Long Beach, California. I want to wish everyone a Happy New Year for 2009.
Where there is confusion and chaos, there is also great opportunity. The question that you must ask yourself: How do you take advantage of market conditions?
Home prices are extremely low and so are interest rates. Today, I booked two loan applications. The funny thing is that there seems to be almost a 50%-50% chance that a home buyer will not show up for a loan application. Today, both buyers not only showed up at the same time with all of the information in tow necessary to consummate the pre-qualification. I see people, that intuitively sense that this is the time to purchase property.
The tone in the media has been obviously negative in regard to the status of the current market place. As an experienced loan officer, I roll my eyes at the quickening of the changes in the market place. One thing for sure, is that the market will be as bad as people think it is....as much of a realist as I am, and the following facts are definitely dismal, I would suggest everyone to think positively and practically about 2009 and the markets therein. I say this because, I have seen experienced professionals, in all walks of life, simply shut down. It's as if some of my friends have crawled under their desks and have died...
The index of leading U.S. economic indicators fell in November for the fifth time in seven months, reflecting the worsening outlook that led the Federal Reserve to slash interest rates and pledge unlimited purchases of securities. "There is no end to the recession in sight," said Stuart Hoffman, chief economist at PNC Financial Services Group Inc. in Pittsburg, who correctly forecast the decline in the leading index. "The economy is likely to continue to fall hard."

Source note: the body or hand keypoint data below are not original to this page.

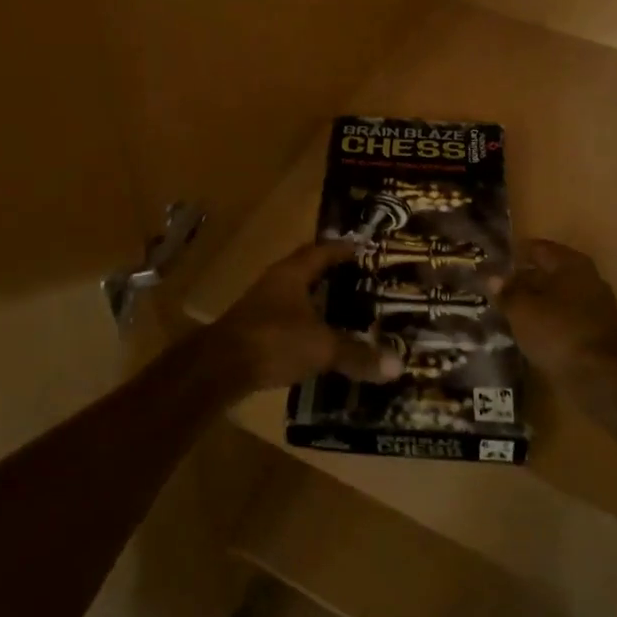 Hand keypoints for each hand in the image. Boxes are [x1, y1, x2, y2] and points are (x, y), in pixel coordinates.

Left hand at [203, 241, 400, 398]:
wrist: (219, 368)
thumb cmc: (273, 341)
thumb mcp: (322, 347)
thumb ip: (357, 354)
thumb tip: (397, 365)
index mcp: (292, 274)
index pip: (321, 251)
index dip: (342, 249)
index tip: (364, 248)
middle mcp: (275, 283)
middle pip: (307, 271)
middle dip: (333, 275)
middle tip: (362, 281)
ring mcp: (261, 307)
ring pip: (296, 297)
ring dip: (318, 302)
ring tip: (347, 311)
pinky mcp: (254, 331)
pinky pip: (288, 321)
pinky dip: (307, 326)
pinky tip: (321, 340)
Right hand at [496, 239, 616, 378]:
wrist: (600, 377)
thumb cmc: (557, 331)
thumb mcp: (522, 310)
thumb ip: (507, 292)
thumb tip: (493, 277)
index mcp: (572, 264)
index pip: (539, 249)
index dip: (516, 254)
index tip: (494, 262)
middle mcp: (588, 279)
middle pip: (550, 273)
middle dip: (525, 280)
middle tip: (498, 288)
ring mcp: (596, 307)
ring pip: (558, 298)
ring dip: (536, 303)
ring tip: (508, 310)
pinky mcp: (596, 334)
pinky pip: (564, 319)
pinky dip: (547, 321)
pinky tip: (529, 331) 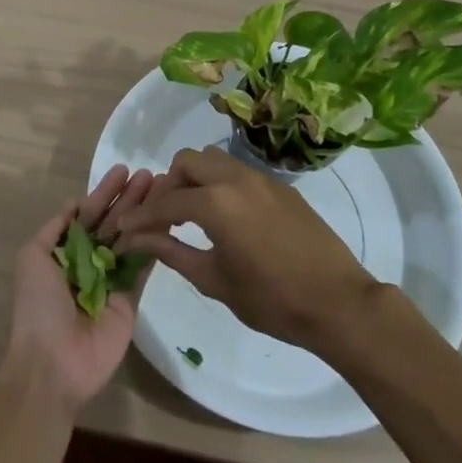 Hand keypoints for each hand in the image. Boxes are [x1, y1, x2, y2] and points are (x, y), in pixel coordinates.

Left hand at [5, 164, 156, 414]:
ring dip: (145, 213)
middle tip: (150, 174)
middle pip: (112, 222)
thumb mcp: (32, 258)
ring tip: (163, 188)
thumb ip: (55, 229)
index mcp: (64, 252)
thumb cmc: (37, 306)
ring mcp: (111, 280)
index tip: (123, 170)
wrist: (52, 363)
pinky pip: (143, 266)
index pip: (87, 214)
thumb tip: (75, 203)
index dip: (104, 192)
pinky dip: (155, 242)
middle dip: (129, 197)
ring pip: (131, 238)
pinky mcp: (130, 299)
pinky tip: (167, 218)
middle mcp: (88, 262)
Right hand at [110, 146, 375, 349]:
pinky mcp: (280, 186)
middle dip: (169, 185)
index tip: (124, 228)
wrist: (337, 302)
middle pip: (188, 161)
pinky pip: (239, 172)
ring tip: (194, 214)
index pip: (166, 202)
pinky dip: (221, 185)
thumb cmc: (271, 299)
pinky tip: (227, 218)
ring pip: (215, 160)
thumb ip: (173, 253)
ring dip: (196, 179)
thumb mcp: (214, 280)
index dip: (141, 216)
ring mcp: (261, 178)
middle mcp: (235, 179)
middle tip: (164, 217)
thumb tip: (139, 240)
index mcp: (216, 203) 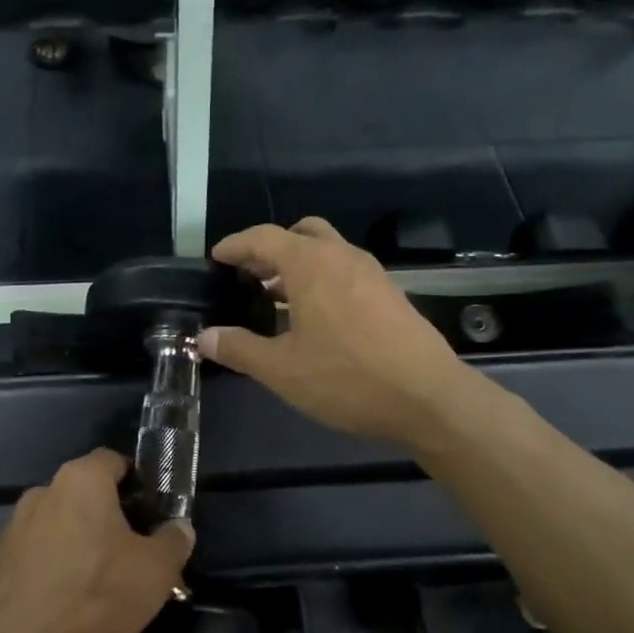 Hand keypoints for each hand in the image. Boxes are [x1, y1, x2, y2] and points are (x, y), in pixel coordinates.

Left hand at [0, 449, 194, 632]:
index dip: (137, 481)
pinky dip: (58, 564)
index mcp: (81, 480)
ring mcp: (16, 526)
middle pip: (86, 493)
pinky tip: (72, 598)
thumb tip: (179, 528)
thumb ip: (174, 540)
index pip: (112, 461)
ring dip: (83, 541)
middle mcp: (43, 492)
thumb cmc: (98, 596)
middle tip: (136, 550)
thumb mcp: (156, 570)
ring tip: (105, 580)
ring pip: (62, 523)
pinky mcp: (1, 560)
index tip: (153, 511)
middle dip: (111, 515)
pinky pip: (40, 551)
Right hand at [201, 217, 467, 449]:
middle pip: (300, 234)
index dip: (236, 245)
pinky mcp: (390, 295)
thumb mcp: (282, 369)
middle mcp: (343, 257)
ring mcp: (372, 274)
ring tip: (274, 299)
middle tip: (248, 276)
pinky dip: (322, 281)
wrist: (429, 398)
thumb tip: (204, 338)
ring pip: (327, 253)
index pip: (264, 237)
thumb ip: (239, 348)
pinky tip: (313, 320)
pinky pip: (346, 273)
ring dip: (297, 267)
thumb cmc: (347, 378)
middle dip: (270, 249)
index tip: (217, 258)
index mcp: (311, 264)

Crude oil fell below $38 a barrel for the first time since July 2004 on speculation that OPEC hasn't trimmed production enough to bolster prices as demand drops. JPMorgan Chase & Co., the largest U.S. bank by assets, reduced its 2009 average oil price forecast to $43 a barrel from $69 as a global economic slowdown causes a contraction in demand. The prospect of oil falling to $25 is "hard to dismiss amid a serious deterioration of economic conditions and building stocks," the bank said in a report released yesterday.

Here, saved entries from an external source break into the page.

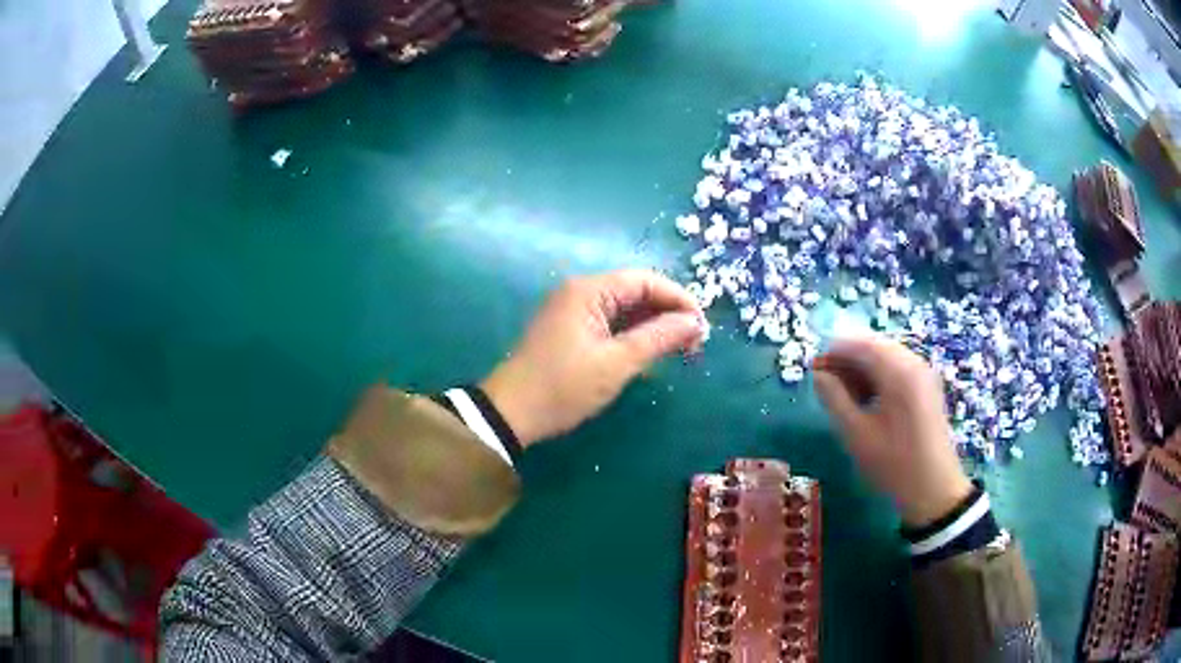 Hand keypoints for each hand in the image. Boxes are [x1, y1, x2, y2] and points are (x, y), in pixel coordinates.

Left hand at [482, 269, 706, 446]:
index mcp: (589, 290)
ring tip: (680, 349)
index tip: (702, 325)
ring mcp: (573, 311)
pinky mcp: (570, 331)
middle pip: (635, 291)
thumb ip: (659, 338)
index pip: (644, 280)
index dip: (678, 299)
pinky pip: (610, 324)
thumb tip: (694, 322)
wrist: (511, 414)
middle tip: (695, 342)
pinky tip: (650, 353)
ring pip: (624, 309)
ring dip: (652, 326)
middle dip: (668, 313)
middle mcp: (580, 292)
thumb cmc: (564, 387)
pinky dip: (633, 335)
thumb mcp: (617, 364)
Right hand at [811, 334, 971, 527]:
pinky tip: (867, 400)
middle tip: (826, 383)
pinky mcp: (927, 387)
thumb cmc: (893, 463)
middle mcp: (914, 363)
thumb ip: (835, 399)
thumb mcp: (857, 434)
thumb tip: (818, 375)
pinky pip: (898, 369)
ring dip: (863, 369)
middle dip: (848, 360)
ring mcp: (924, 374)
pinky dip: (879, 377)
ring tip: (844, 395)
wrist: (934, 489)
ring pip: (886, 357)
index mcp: (898, 371)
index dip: (834, 352)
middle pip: (875, 346)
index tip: (813, 369)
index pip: (860, 344) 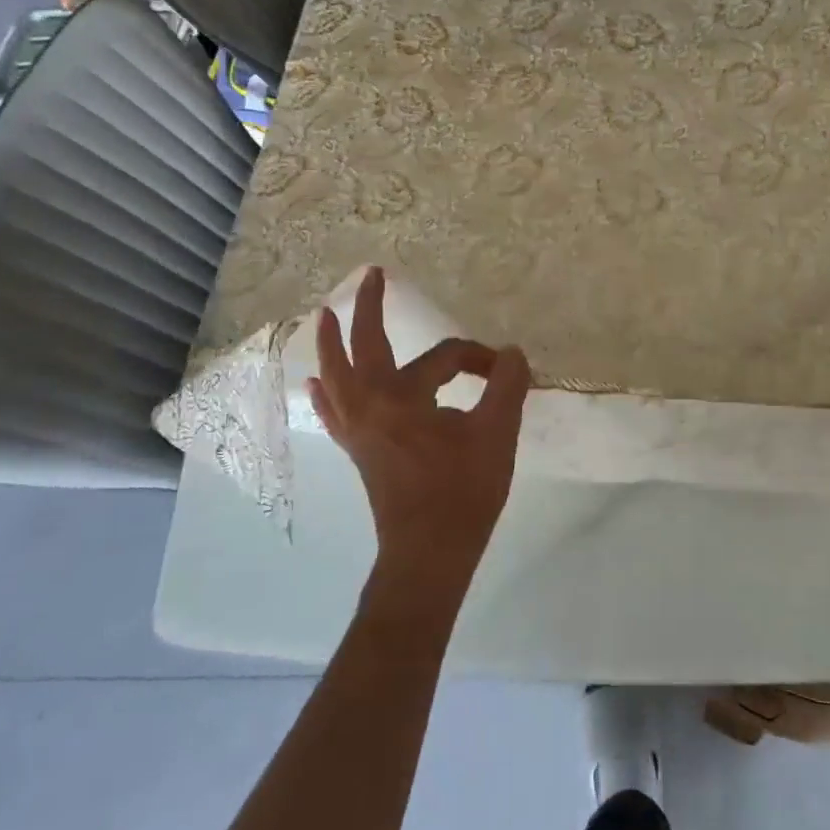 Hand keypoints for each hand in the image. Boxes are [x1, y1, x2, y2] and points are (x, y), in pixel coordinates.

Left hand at [306, 266, 530, 598]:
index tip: (504, 371)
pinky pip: (333, 410)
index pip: (444, 358)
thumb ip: (507, 386)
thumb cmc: (463, 493)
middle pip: (362, 347)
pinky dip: (326, 392)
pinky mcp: (357, 450)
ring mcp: (357, 429)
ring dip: (331, 343)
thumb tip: (512, 352)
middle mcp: (369, 405)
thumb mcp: (496, 434)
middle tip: (371, 276)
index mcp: (402, 397)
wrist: (429, 554)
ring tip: (322, 315)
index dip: (478, 358)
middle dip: (368, 308)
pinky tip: (316, 384)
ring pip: (336, 375) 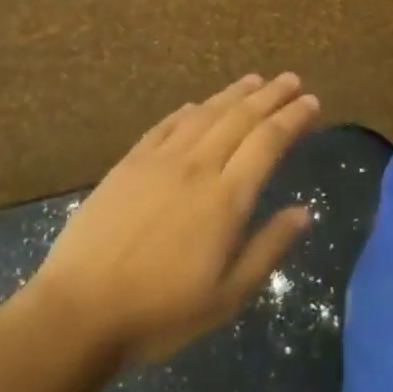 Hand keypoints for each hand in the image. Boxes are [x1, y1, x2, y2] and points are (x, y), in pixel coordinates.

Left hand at [30, 73, 319, 366]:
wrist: (80, 310)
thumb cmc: (161, 312)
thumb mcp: (227, 296)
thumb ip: (268, 248)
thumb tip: (304, 212)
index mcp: (226, 198)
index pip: (268, 142)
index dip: (293, 118)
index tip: (312, 102)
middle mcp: (197, 167)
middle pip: (240, 118)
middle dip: (270, 95)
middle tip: (292, 79)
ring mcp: (159, 161)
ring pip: (205, 114)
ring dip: (233, 94)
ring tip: (255, 80)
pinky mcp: (128, 164)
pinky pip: (166, 125)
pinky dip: (188, 111)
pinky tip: (197, 105)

The labor market remained an albatross after a report showing more than 500,000 people filed for unemployment benefits for the first time last week. Buckling demand and deflation have combined to create an environment of layoffs and little new hiring. In Washington, as the Bush administration puts the finishing touches on the Detroit bailout, the Obama administration is authoring a broad stimulus package designed to inject roughly $850 billion into the economy of the next two years, the AP reported.

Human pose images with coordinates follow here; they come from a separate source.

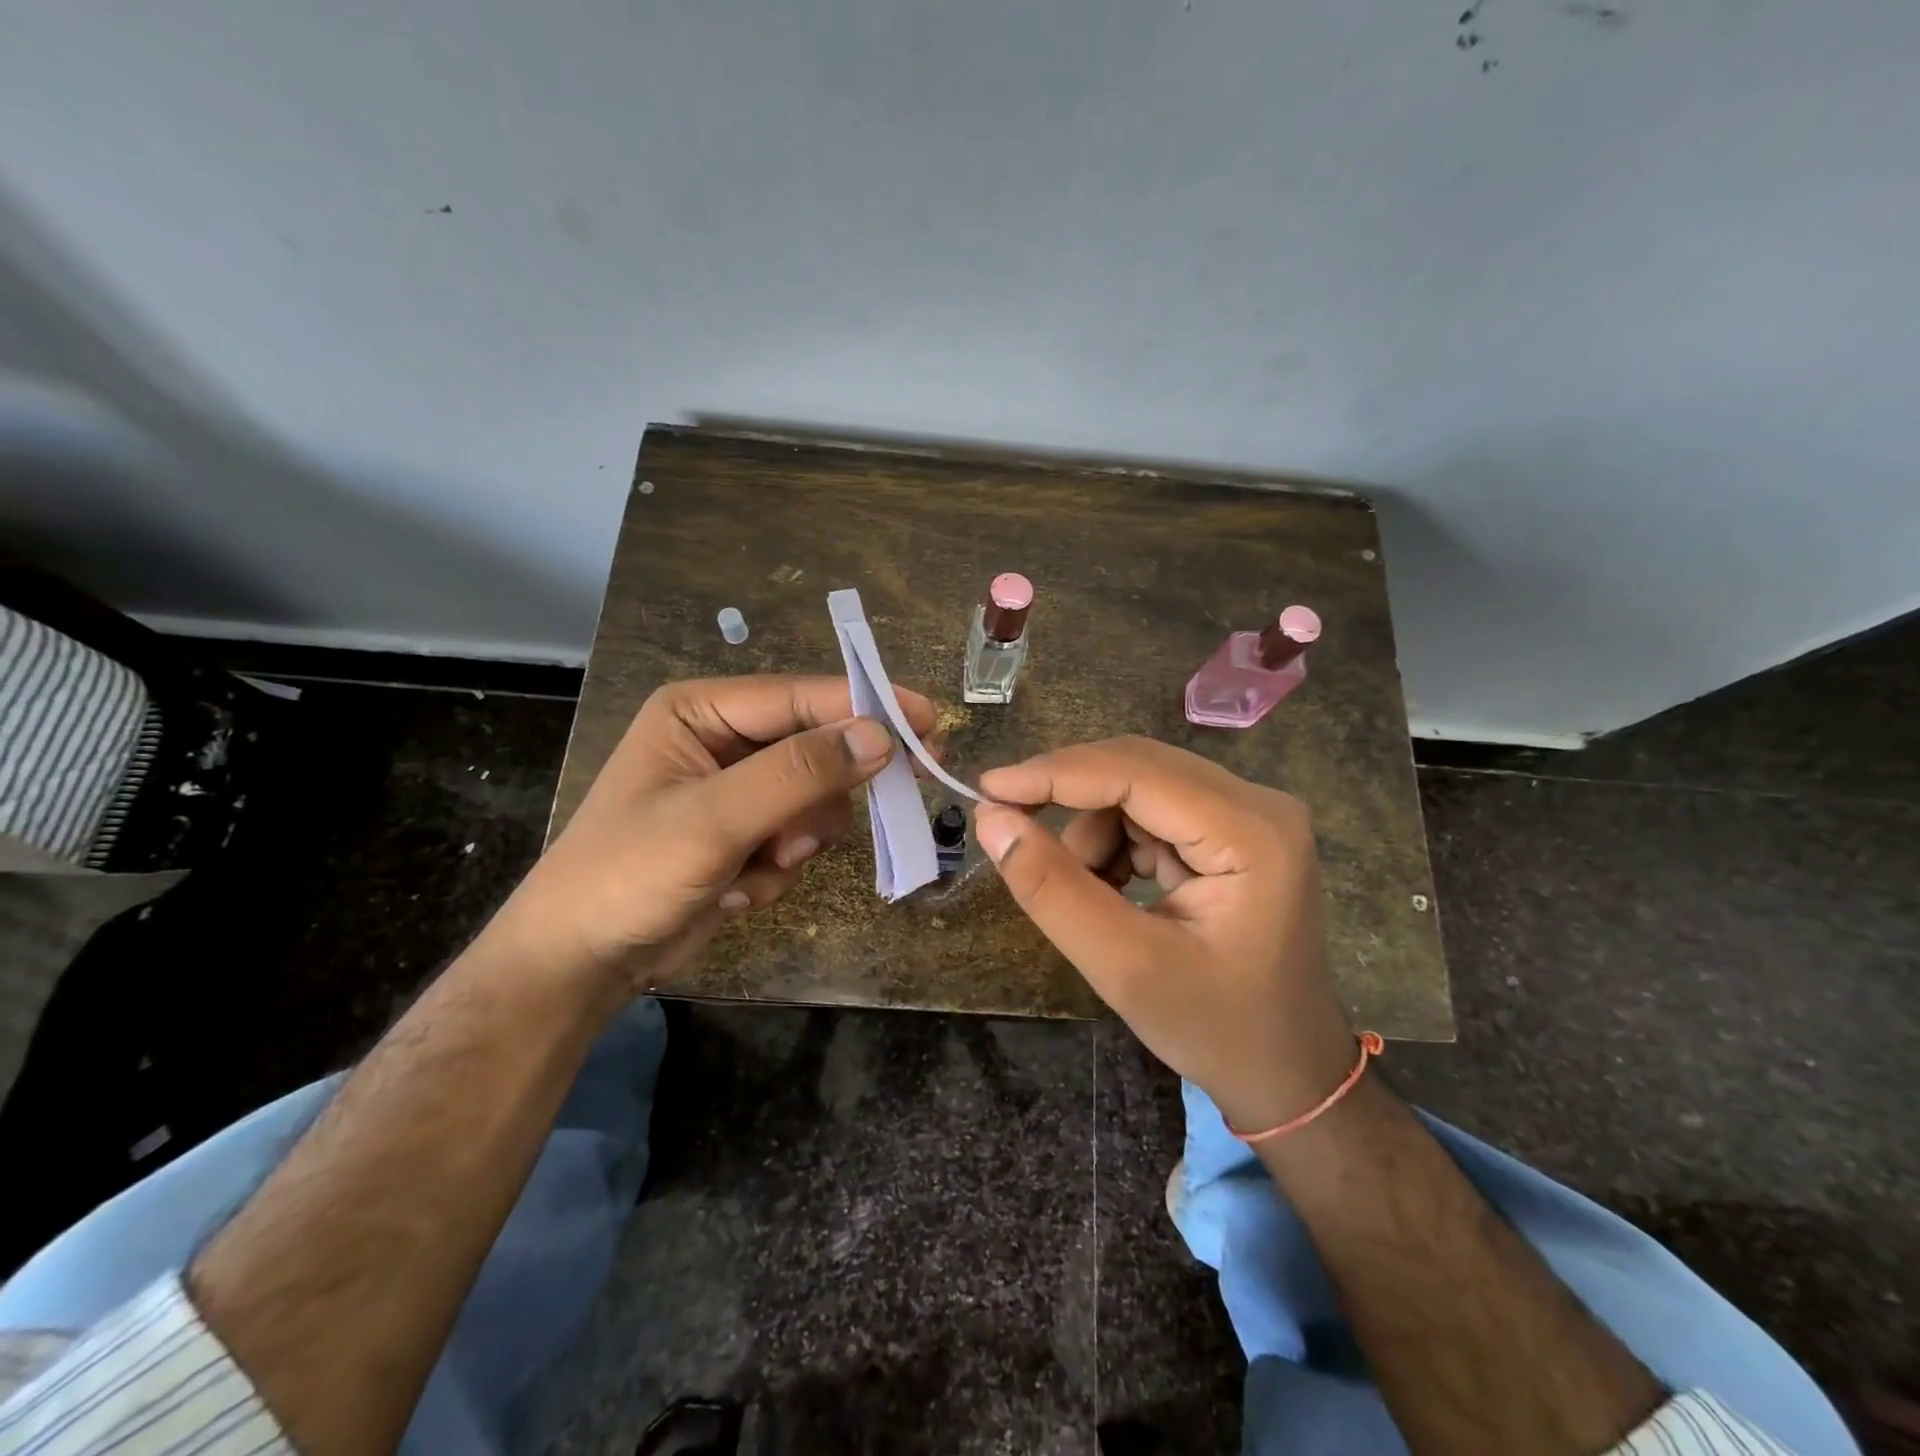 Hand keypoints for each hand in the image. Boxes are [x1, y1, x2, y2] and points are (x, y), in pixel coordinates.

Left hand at [498, 675, 932, 995]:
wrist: (582, 961)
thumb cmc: (630, 874)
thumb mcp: (715, 819)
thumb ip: (799, 773)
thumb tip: (881, 735)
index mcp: (702, 711)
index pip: (800, 696)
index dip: (866, 706)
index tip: (928, 722)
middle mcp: (723, 740)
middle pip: (816, 747)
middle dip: (821, 795)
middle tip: (865, 808)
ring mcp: (739, 790)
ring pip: (816, 799)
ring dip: (798, 839)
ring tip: (761, 865)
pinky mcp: (748, 833)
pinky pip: (800, 837)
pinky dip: (781, 866)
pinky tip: (740, 887)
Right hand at [973, 737, 1354, 1131]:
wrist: (1286, 1072)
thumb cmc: (1215, 1031)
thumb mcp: (1124, 967)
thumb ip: (1053, 890)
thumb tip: (992, 820)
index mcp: (1252, 833)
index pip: (1136, 772)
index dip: (1054, 774)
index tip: (988, 788)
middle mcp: (1258, 804)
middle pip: (1138, 768)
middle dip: (1069, 800)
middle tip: (1009, 828)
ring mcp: (1249, 814)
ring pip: (1137, 788)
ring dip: (1093, 833)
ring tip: (1088, 896)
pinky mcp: (1234, 829)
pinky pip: (1151, 810)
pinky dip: (1114, 844)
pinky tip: (1113, 891)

So where does that leave our mortgage rates? Everyone keeps asking how low will rates go. All of you know by now, the government intervention in the credit markets has destroyed the normal differences between higher coupon and lower coupon bonds. Why would anyone be willing to pay 102 for a 6% coupon when the governments says they want rates to go to 4.5% or lower. So the government will continue to try and lower rates. They should be lower if normal spreads for mortgage backed bonds and treasuries existed. But they still do not. I said earlier I thought we would see 4.75% at a par price. If spreads can be compressed further, it is possible it will get below this to perhaps 4.5% at PAR. But I think to achieve this the rest of the world finance ministers will have to lowers their rates as well. The dollar is starting to weaken again against foreign currencies and will put a floor on how far this can go. Not to mention since we are in debt as a Nation up to our high brows, we cannot expect the rest of the world to continue to say they will take these risks in buying our debt at such low rate of returns. So my best advice, get on the phones to borrowers that can take advantage of these rate levels while they last. There is one guy named to the incoming Obama economic team by the name of Paul Volker who is not afraid to raise rates when the time comes to stamp out inflation. For those of you not around in the1980 to 1982 time period, we lived through 18% 30 year mortgage rates. This is a cake walk compared to that time period and economic issues. Remember, inflation is the one big enemy of our bond market. Right now, they are worried about deflation, but we would expect that to turn sometime next year and that is when they will be taking away the low rate punch bowl. Your rate window can now be measured in hours compared to days, so you have to be ready to move in this artificial credit market environment.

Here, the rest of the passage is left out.